-- Provided data follows --
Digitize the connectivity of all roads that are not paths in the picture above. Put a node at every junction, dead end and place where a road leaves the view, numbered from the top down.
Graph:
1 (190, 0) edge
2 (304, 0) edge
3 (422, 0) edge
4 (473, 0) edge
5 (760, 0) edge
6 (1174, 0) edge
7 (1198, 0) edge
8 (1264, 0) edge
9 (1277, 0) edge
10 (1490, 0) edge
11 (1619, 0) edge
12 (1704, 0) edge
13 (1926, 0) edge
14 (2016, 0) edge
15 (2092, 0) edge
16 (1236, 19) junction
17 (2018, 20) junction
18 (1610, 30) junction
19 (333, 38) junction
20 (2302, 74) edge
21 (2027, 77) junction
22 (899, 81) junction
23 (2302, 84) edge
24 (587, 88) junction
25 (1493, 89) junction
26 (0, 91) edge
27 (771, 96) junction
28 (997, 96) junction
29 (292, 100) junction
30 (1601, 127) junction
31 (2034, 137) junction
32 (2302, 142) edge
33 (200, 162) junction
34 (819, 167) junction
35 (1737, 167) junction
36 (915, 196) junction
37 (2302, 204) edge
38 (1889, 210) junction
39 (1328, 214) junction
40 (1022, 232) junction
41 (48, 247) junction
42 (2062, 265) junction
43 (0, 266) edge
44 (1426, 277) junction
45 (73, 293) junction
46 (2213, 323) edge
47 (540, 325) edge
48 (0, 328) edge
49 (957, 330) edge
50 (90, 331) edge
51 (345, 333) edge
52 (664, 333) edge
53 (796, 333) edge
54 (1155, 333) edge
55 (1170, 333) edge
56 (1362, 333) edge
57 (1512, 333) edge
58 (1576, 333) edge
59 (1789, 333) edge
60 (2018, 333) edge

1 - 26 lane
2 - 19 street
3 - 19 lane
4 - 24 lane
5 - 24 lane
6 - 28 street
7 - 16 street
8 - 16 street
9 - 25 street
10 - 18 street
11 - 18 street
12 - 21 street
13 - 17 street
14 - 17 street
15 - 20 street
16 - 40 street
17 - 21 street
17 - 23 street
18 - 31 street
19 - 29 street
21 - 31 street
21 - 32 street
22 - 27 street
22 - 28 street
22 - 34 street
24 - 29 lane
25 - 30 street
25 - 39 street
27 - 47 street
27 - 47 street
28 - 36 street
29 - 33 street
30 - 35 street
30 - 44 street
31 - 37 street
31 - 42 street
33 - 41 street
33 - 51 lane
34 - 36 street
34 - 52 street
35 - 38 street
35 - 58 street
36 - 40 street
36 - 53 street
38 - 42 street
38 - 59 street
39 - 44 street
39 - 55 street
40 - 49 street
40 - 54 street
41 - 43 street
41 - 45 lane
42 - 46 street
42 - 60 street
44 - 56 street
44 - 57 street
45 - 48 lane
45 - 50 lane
-- Provided data concluded --
▶ **Task requirements**
Where does the word "lane" appear in the listing above? Copy every line that holds it.

▶ **Your solution**
1 - 26 lane
3 - 19 lane
4 - 24 lane
5 - 24 lane
24 - 29 lane
33 - 51 lane
41 - 45 lane
45 - 48 lane
45 - 50 lane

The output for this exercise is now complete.